:: Instructions to follow ::
Up to and including the final line, please copy every line exactly, starting from the one that contains "middle mcp: (103, 129)" in the material below.

:: Task data ::
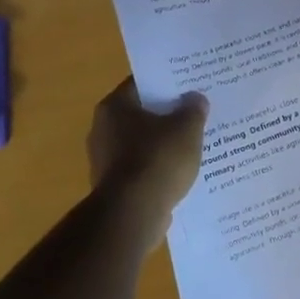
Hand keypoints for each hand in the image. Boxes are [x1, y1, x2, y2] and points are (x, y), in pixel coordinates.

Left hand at [85, 78, 209, 243]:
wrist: (132, 215)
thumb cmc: (157, 160)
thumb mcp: (187, 128)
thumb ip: (193, 109)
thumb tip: (195, 99)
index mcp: (115, 107)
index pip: (142, 84)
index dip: (167, 83)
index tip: (189, 85)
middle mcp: (103, 129)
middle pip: (142, 114)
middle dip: (168, 114)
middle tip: (196, 112)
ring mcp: (105, 160)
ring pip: (143, 143)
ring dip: (164, 144)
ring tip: (195, 143)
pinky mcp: (114, 187)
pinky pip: (142, 169)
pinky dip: (159, 169)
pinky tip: (182, 172)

:: Answer for this exercise ::
middle mcp: (103, 129)
middle pip: (142, 114)
middle dip: (168, 114)
middle tip: (196, 112)
ring mcp: (105, 160)
ring pip: (143, 143)
ring dip: (164, 144)
ring tip: (195, 143)
pinky mcp: (114, 187)
pinky pip: (142, 169)
pinky dip: (159, 169)
pinky tip: (182, 172)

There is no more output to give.